8月12日(金)より順次、全国約600書店にて配布が開始されたBLコミックガイド「B+LIBRARY(ビープラスライブラリー)」vol.12。
表紙は、8月19日(金)に最新8巻が発売される人気BLコミック『ブルースカイコンプレックス』の豪華描き下ろしイラストが飾りました。
巻頭には、『ブルースカイコンプレックス』の著者・市川けいさんのインタビュー記事を掲載。ご自身の作品への想いや描き下ろしイラスト、市川さんのこれまでの作品を紹介しています。
「ほんのひきだし」では、「B+LIBRARY」vol.12に掲載しきれなかった内容も含めて紹介します。
市川けい
2010年『Citron Vol.5』(リブレ)にてデビュー。2012年には、初の単行本『スロースターター』(リブレ)を発売。その後も精力的に執筆活動を続け、2014年発売の『ブルースカイコンプレックス』(東京漫画社)で人気を不動のものにする。
2021年に第7巻が発売された「ブルースカイコンプレックス」シリーズは、英語・中国語・韓国語・スペイン語などに翻訳され、世界中のBLファンに愛されている。
商業BLは「じゃあいっちょ挑戦してみるか!」が始まり
――商業BL作家としてデビューするに至った経緯や、そのときの心境をお聞かせください。

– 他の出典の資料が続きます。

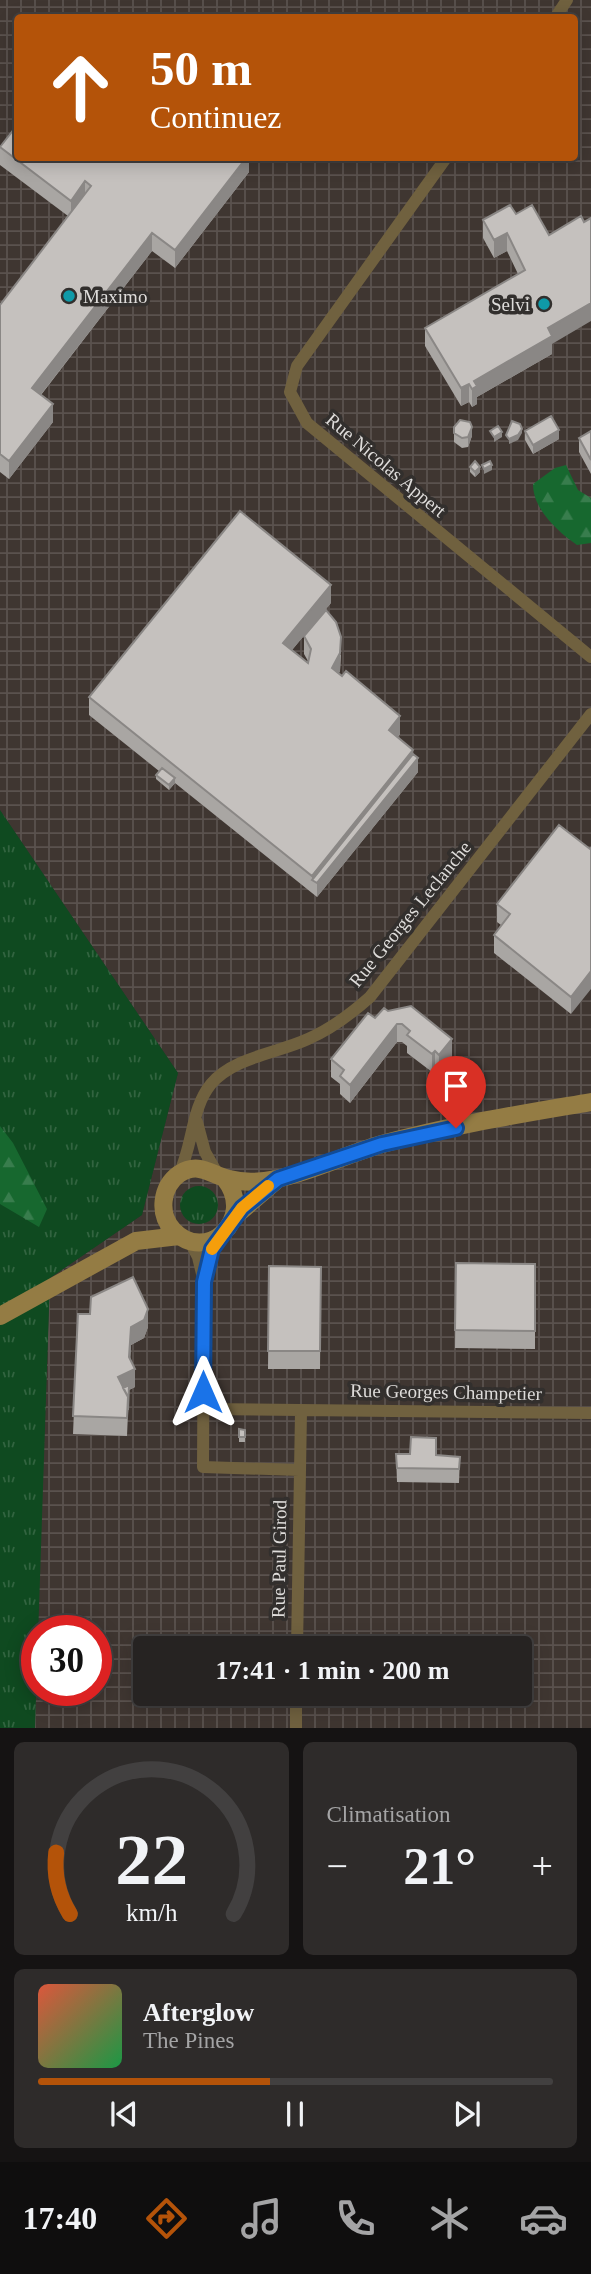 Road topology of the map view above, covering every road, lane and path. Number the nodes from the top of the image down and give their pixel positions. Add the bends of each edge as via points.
1 (444, 161) edge
2 (591, 657) edge
3 (591, 714) edge
4 (591, 1102) edge
5 (197, 1119) junction
6 (179, 1174) junction
7 (221, 1176) junction
8 (278, 1179) junction
9 (163, 1210) junction
10 (234, 1217) junction
11 (219, 1236) junction
12 (184, 1238) junction
13 (136, 1241) junction
14 (204, 1282) junction
15 (0, 1316) edge
16 (203, 1409) junction
17 (301, 1412) junction
18 (591, 1413) edge
19 (299, 1470) junction
20 (297, 1636) edge
21 (296, 1706) edge
22 (296, 1728) edge

1 - 2 street, Rue Nicolas Appert via 297,366 290,392 307,423
3 - 5 street, Rue Georges Leclanche via 370,997 346,1018 311,1038 221,1075 206,1091
4 - 8 main road via 382,1144
5 - 6 street, Rue Georges Leclanche
5 - 7 street via 205,1152
6 - 7 main road via 198,1168
6 - 9 main road via 166,1190
7 - 8 main road
7 - 10 main road via 235,1196
8 - 10 main road
9 - 12 main road via 172,1229
9 - 13 main road
10 - 11 main road
11 - 12 main road via 200,1242
11 - 14 street
12 - 13 main road
12 - 14 street via 198,1258
13 - 15 main road
14 - 16 street
16 - 17 street, Rue Georges Champetier
16 - 19 street via 203,1467
17 - 18 street, Rue Georges Champetier
17 - 19 street
19 - 20 street, Rue Paul Girod
21 - 22 street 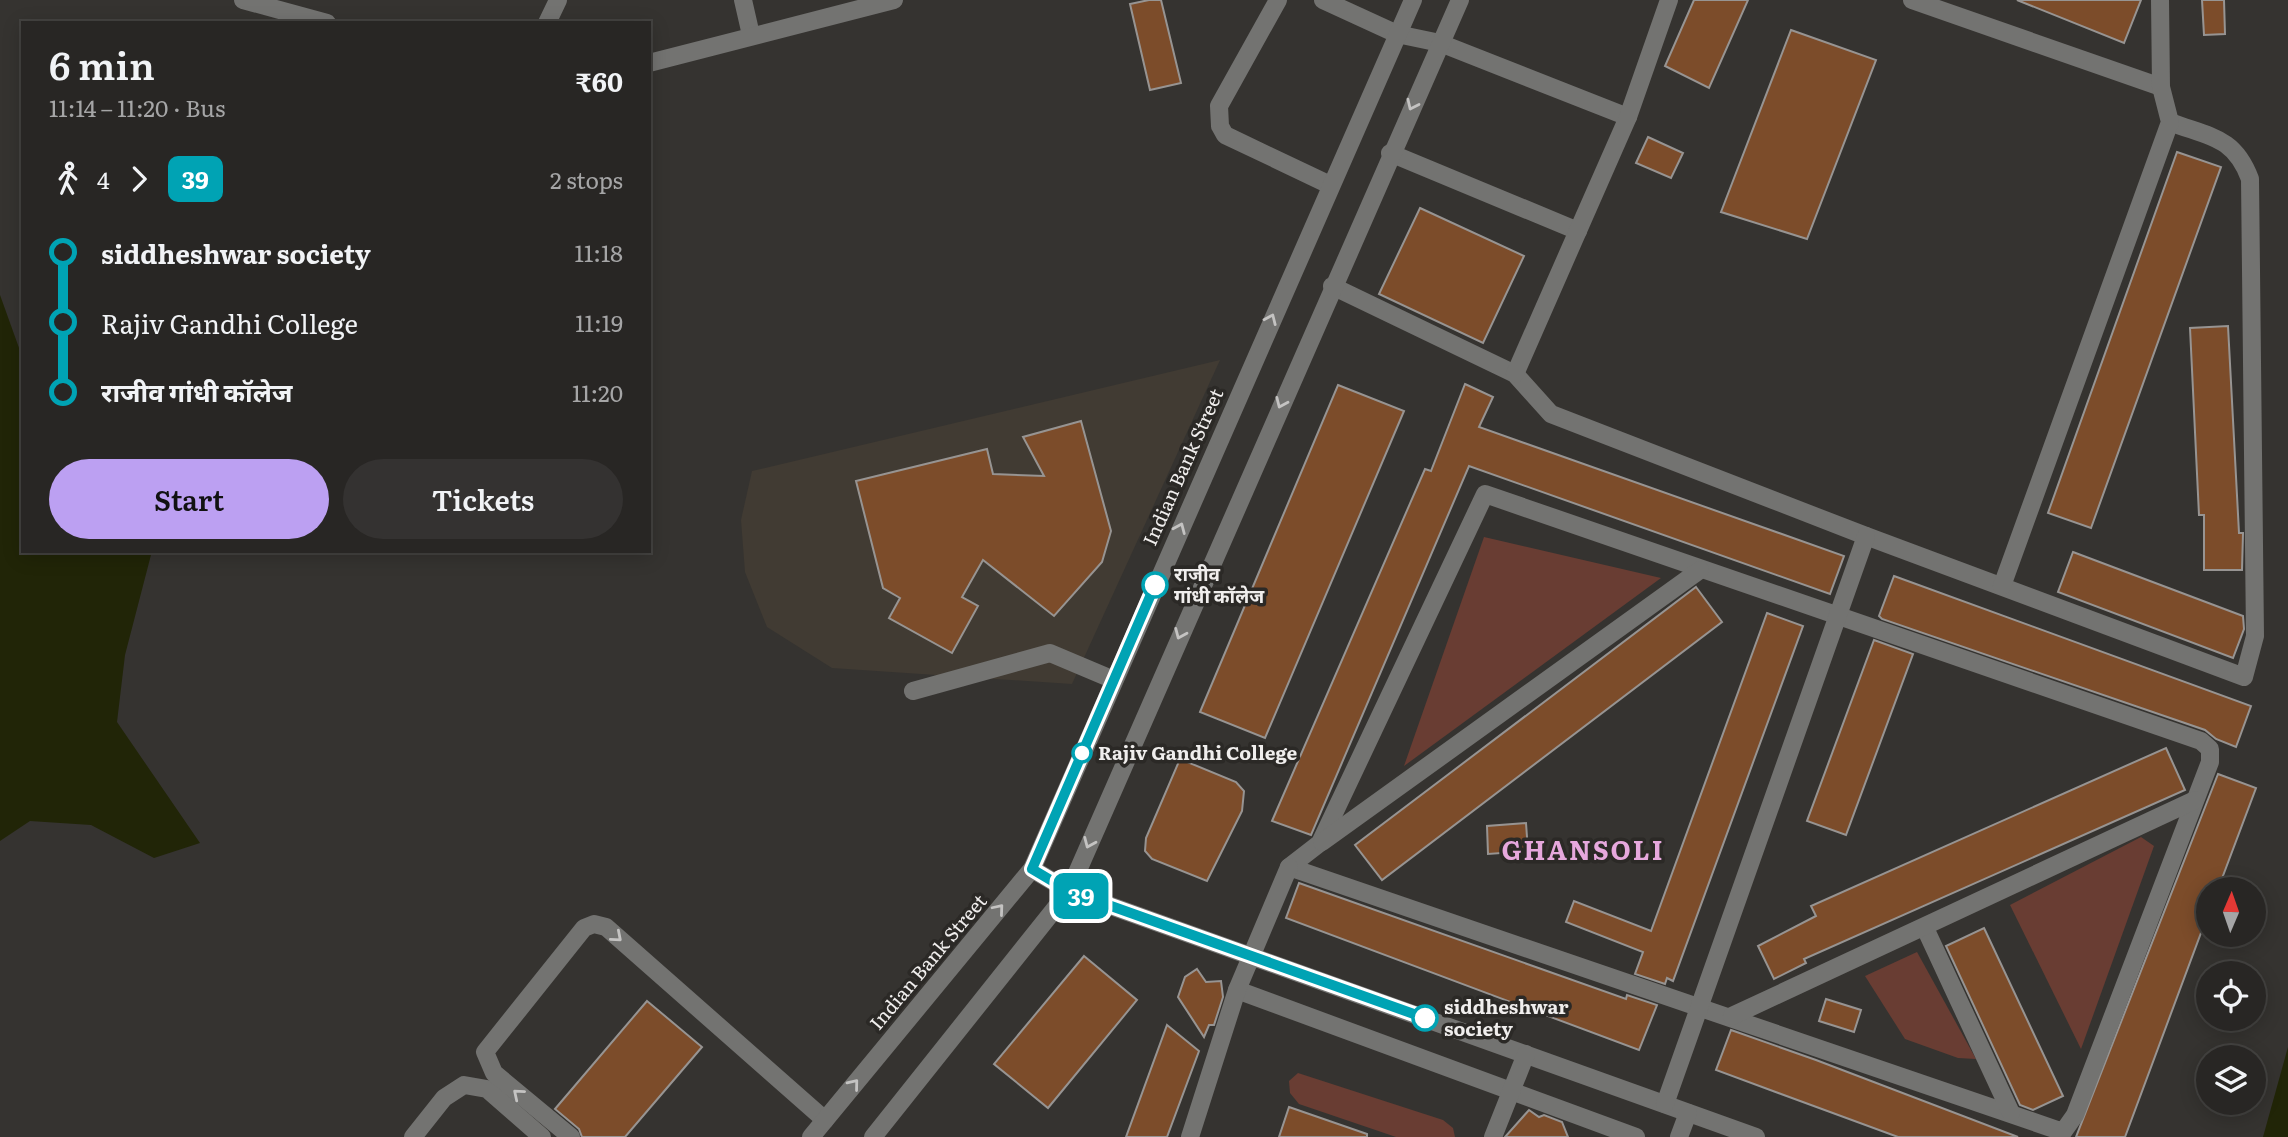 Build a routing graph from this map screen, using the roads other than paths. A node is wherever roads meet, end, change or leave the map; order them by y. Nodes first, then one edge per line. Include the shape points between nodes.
1 (243, 0) edge
2 (558, 0) edge
3 (743, 0) edge
4 (894, 0) edge
5 (1278, 0) edge
6 (1324, 0) edge
7 (1413, 0) edge
8 (1460, 0) edge
9 (1669, 0) edge
10 (1912, 0) edge
11 (2160, 0) edge
12 (320, 21) edge
13 (548, 21) edge
14 (1397, 34) junction
15 (751, 35) junction
16 (1440, 43) junction
17 (651, 62) edge
18 (2161, 87) junction
19 (1628, 117) junction
20 (2169, 122) junction
21 (1390, 153) junction
22 (1330, 185) junction
23 (1578, 231) junction
24 (1332, 286) junction
25 (1515, 374) junction
26 (1866, 536) junction
27 (1700, 570) junction
28 (2002, 586) junction
29 (1838, 616) junction
30 (1114, 680) junction
31 (913, 691) dead end
32 (2195, 800) junction
33 (1320, 843) junction
34 (1289, 867) junction
35 (1032, 869) junction
36 (1069, 891) junction
37 (1925, 928) junction
38 (1251, 957) junction
39 (1237, 990) junction
40 (1699, 1007) junction
41 (1732, 1016) junction
42 (1526, 1054) junction
43 (1510, 1090) junction
44 (1665, 1104) junction
45 (1688, 1113) junction
46 (2011, 1113) junction
47 (825, 1120) junction
48 (2069, 1134) edge
49 (413, 1137) edge
50 (542, 1137) edge
51 (571, 1137) edge
52 (811, 1137) edge
53 (873, 1137) edge
54 (1191, 1137) edge
55 (1493, 1137) edge
56 (1636, 1137) edge
57 (1679, 1137) edge
58 (1756, 1137) edge

1 - 12 street
2 - 13 street
3 - 15 street
4 - 15 street
5 - 22 street via 1219,106 1220,126 1225,135
6 - 14 street
7 - 14 street, Indian Bank Street
8 - 16 street
9 - 19 street
10 - 18 street
11 - 18 street
14 - 16 street
14 - 22 street, Indian Bank Street
15 - 17 street
16 - 19 street
16 -> 21 street
18 - 20 street
19 - 23 street
20 - 28 street
20 - 28 street via 2230,145 2243,160 2250,179 2255,636 2244,677
21 - 23 street
21 - 24 street
30 -> 22 street, Indian Bank Street
23 - 25 street
24 - 25 street
24 -> 36 street
25 - 26 street via 1551,414
26 - 28 street
26 - 29 street
27 - 29 street
27 - 33 street
27 - 33 street via 1485,494
29 - 32 street via 2201,741 2210,749 2210,762
29 - 40 street
30 - 31 street via 1050,653
30 - 35 street, Indian Bank Street
32 - 37 street
32 - 48 street
33 - 34 street
34 - 38 street
34 - 40 street
35 - 36 street
47 -> 35 street, Indian Bank Street
36 - 38 street
36 - 53 street
37 - 41 street
37 - 46 street
38 - 39 street
38 - 42 street
39 - 43 street
39 - 54 street
40 - 41 street
40 - 44 street
41 - 46 street
42 - 43 street
42 - 44 street
43 - 55 street
43 - 56 street
44 - 45 street
45 - 57 street
45 - 58 street
46 - 48 street
51 -> 47 street via 494,1073 485,1052 584,928 594,924 606,927
47 - 52 street, Indian Bank Street
49 - 50 street via 444,1098 464,1085 487,1089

元々は趣味として二次創作同人誌の制作をしていて、その同人誌を手に取ってくださった出版社の編集者さんから、メールで「オリジナルのBL漫画を描いてみないか」と誘われたことがきっかけです。
それまではオリジナルキャラの漫画をしっかり真剣に考えて描いたことが一度もありませんでしたので、そんなことが自分に可能なのか、と戸惑いました。さらに漫画を仕事にしてしまうと漫画を描くという行為が苦しくなったり、嫌いになったりする可能性があるのではないか、などとしばらく悩んでいました。それでも、市川のBL漫画が多少は「需要あるかも」と判断して編集者さんが誘ってくれたのがうれしくて、「じゃあいっちょ挑戦してみるか!」と腹をくくって、最初の読切作品を描かせていただいた、というのがデビューまでの経緯ですね。
創作における影響はドラマ「木更津キャッツアイ」から
――お好きなものや創作に影響を与えていると思うものについてお聞かせください。
漫画は子どもの頃から大好きでよく読んでいました。『ドラえもん』『あさりちゃん』あたりから始まり、「ジャンプ」系や「花とゆめ」系などに進み、そこからさらに色々……みたいな感じです。

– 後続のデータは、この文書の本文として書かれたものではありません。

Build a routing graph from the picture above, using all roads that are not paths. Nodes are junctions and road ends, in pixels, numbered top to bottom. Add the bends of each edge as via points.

漫画以外だとゲームが大好きで、最近やったゲームだと「ゼルダの伝説 ブレス オブ ザ ワイルド」にアホほどハマりました。超楽しい。
創作においては、「木更津キャッツアイ」というドラマから一番影響を受けていると自覚しています。男子同士のアホなやりとりとか、会話のノリとか、すごく影響を受けているんだろうなあ、と。
あとは、主人公の“ぶっさん”が余命半年という設定で、それだけを聞いたら「お涙頂戴系なのかな?」と想像してしまいそうなところです。しかし、シリアスに描く部分はそう描きながらも、それ以外はいい意味で軽薄に「普通に楽しく過ごそう!」というストーリーと、キャラクターたちに惹かれて止みませんでした。いまでもドラマというジャンルにおいては、ぶっちぎりで大好きな作品です。
何事においても「バランスとメリハリ」が大事
――原稿作業中に欠かせないものはありますか?
基本的に音楽は必須ですね。その時の流行っているアルバムを飽きるまで聴きちぎります。ゲーム実況も好きです。自分でクリア済みのゲームの実況を好んでよく見ています。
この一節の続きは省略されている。